EXERCISE OBJECTIVE: Skip the pictures and repeat each line of the data exactly.

SUPPLIED RECORDS:

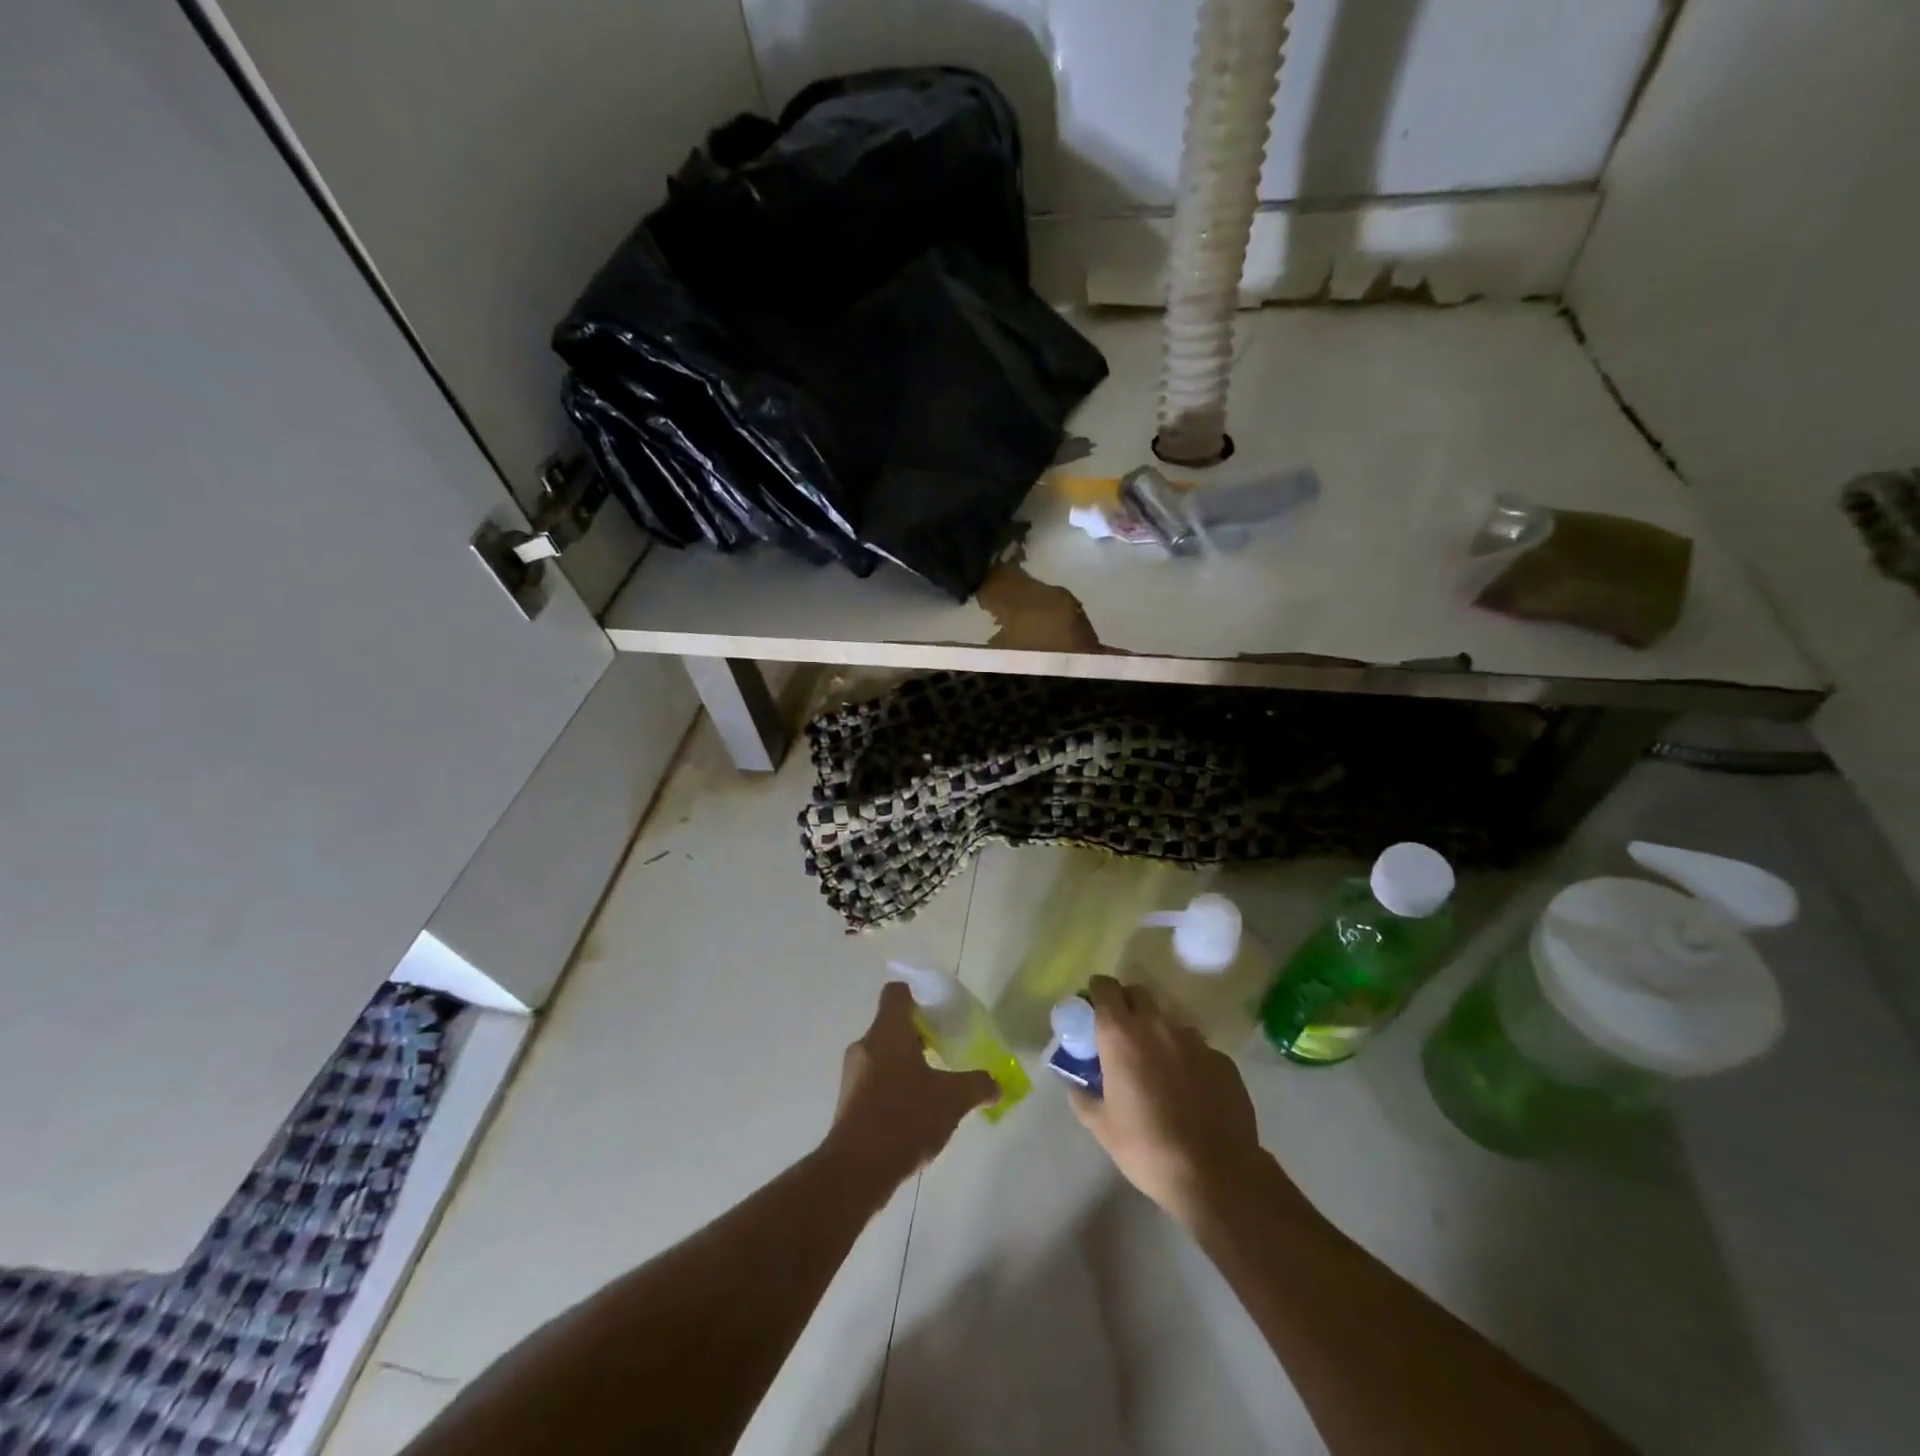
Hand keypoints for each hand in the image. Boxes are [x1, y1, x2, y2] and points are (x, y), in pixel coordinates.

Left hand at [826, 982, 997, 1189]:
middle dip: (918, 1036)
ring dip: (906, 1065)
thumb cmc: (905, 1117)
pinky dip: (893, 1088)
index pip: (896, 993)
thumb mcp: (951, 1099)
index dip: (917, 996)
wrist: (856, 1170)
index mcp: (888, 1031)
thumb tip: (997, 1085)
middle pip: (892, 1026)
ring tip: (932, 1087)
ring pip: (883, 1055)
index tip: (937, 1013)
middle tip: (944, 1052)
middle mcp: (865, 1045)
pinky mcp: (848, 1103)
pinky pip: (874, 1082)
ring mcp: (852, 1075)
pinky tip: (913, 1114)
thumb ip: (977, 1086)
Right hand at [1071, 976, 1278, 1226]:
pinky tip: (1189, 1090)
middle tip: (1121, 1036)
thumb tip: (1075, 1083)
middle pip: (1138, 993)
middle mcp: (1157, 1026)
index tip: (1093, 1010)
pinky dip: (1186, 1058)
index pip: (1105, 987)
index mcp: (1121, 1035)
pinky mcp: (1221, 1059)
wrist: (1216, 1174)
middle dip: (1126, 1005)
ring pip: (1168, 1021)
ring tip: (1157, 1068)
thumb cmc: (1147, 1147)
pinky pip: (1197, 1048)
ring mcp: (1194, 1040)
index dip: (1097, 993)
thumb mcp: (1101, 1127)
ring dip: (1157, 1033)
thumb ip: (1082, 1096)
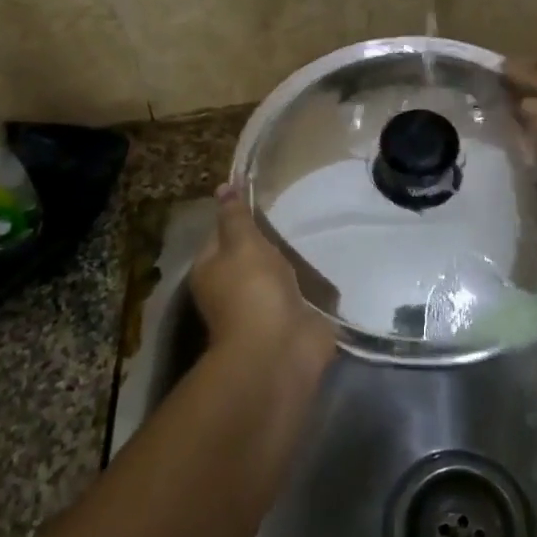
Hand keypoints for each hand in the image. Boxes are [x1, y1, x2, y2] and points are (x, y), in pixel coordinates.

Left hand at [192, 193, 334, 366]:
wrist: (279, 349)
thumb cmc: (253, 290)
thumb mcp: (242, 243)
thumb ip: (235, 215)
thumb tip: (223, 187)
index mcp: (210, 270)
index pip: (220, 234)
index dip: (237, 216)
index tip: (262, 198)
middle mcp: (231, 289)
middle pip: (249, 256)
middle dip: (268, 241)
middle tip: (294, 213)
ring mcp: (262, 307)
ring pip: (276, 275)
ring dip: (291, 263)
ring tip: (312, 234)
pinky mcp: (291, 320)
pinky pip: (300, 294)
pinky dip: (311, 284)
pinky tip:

SOLUTION FOR THIS TASK:
Hand keypoints for each hand in the image. Boxes are [x1, y1, x2, y2] and points are (x, y), in pixel coordinates.

Left hand at [826, 982, 997, 1189]:
middle dip: (918, 1036)
ring dip: (906, 1065)
thumb cmc: (905, 1117)
pinky dip: (893, 1088)
index pip: (896, 993)
thumb mcp: (951, 1099)
index dip: (917, 996)
wrist: (856, 1170)
index mcp: (888, 1031)
thumb tip: (997, 1085)
middle pip: (892, 1026)
ring tip: (932, 1087)
ring pip: (883, 1055)
index tip: (937, 1013)
middle tip: (944, 1052)
middle mcp: (865, 1045)
pinky mcp: (848, 1103)
pinky pip: (874, 1082)
ring mcp: (852, 1075)
pinky tip: (913, 1114)
thumb ip: (977, 1086)
Right hand at [1071, 976, 1278, 1226]:
pinky tip: (1189, 1090)
middle tip: (1121, 1036)
thumb tip: (1075, 1083)
middle pip: (1138, 993)
middle mcp: (1157, 1026)
index tip: (1093, 1010)
pinky dip: (1186, 1058)
index pip: (1105, 987)
index mcp: (1121, 1035)
pinky mcp: (1221, 1059)
wrist: (1216, 1174)
middle dip: (1126, 1005)
ring pip: (1168, 1021)
ring tip: (1157, 1068)
thumb cmc: (1147, 1147)
pinky pip: (1197, 1048)
ring mcp: (1194, 1040)
index dip: (1097, 993)
thumb mcp: (1101, 1127)
ring dip: (1157, 1033)
thumb ip: (1082, 1096)
Hand keypoints for each hand in the image. Boxes are [x1, y1, x2, y2] and points are (x, y), in pixel coordinates.

Left hand at [192, 193, 334, 366]:
wrist: (279, 349)
thumb cmc: (253, 290)
thumb mcp: (242, 243)
thumb ip: (235, 215)
thumb tip: (223, 187)
index mcp: (210, 270)
index pip: (220, 234)
index dip: (237, 216)
index tip: (262, 198)
middle mcp: (231, 289)
middle pip: (249, 256)
middle dip: (268, 241)
middle tip: (294, 213)
ring mcp: (262, 307)
ring pip: (276, 275)
ring dip: (291, 263)
ring tip: (312, 234)
pinky mcp: (291, 320)
pinky pip: (300, 294)
pinky dip: (311, 284)
pinky tip:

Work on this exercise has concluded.